We introduce a new county-level panel of annual U.S. income inequality measures for 2010–2021 and make the dataset publicly available with planned annual updates. The panel harmonizes upper-tail indicators (e.g., Top 10%, Top 5%, and Top 1% income shares) with full-distribution indices, enabling comparisons that standard sources do not permit. The panel provides the first county-level estimates of top income shares, previously unavailable for the United States. Linking these measures to suicide mortality and rich covariates, we find that higher upper-tail income concentration is associated with higher suicide mortality in nonmetropolitan and micropolitan counties, whereas distribution-wide indices (e.g., the Gini) exhibit weaker or null associations.
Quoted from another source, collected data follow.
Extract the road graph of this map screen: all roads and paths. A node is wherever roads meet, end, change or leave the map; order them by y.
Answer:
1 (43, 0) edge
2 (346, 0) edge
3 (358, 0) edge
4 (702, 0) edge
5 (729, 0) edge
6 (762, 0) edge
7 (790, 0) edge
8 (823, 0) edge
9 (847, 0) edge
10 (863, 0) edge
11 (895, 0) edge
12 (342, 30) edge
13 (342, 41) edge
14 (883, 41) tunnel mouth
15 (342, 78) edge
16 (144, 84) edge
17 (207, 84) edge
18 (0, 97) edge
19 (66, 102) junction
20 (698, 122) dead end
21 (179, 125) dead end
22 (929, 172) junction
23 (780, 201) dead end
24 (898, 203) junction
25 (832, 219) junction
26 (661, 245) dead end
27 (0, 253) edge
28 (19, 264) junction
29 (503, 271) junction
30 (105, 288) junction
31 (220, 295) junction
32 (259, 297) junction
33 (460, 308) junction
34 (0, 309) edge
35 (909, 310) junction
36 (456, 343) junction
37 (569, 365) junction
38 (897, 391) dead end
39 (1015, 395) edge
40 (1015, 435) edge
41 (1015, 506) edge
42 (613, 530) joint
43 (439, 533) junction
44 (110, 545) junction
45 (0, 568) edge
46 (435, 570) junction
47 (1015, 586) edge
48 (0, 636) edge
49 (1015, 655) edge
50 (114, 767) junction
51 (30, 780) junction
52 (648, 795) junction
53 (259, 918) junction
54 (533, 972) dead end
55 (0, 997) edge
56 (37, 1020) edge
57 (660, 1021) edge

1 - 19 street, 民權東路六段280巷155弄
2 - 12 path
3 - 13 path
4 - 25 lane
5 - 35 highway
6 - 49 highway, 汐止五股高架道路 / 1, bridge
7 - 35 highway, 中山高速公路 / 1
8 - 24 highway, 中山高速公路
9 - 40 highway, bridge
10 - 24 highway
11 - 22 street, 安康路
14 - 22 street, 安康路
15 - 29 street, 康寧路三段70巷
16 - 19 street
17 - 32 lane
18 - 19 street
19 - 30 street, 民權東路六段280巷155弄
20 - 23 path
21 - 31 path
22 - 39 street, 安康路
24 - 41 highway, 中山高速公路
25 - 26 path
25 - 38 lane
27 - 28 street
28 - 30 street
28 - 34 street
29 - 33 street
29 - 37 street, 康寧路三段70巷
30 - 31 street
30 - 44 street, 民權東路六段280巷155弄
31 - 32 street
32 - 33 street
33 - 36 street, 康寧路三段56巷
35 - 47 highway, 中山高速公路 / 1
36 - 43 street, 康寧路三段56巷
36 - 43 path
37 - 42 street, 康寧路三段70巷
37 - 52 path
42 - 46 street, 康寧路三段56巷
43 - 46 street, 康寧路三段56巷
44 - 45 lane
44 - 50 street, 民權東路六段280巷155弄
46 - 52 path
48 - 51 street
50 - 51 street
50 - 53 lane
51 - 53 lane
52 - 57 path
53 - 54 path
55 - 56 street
A proxy for firearm availability is positively related to suicide rates, and the uninsured rate is a significant risk factor even after controlling for earnings, unemployment, population scale, and demographics. Results are robust to alternative population weights, clustering, lags, rural–urban definitions, and expanded control sets.

Suggested Citation

  • Frank, Mark W. & Gonzalez, Fidel, 2026. "County-level income inequality and suicide in the United States," Economics & Human Biology, Elsevier, vol. 61(C).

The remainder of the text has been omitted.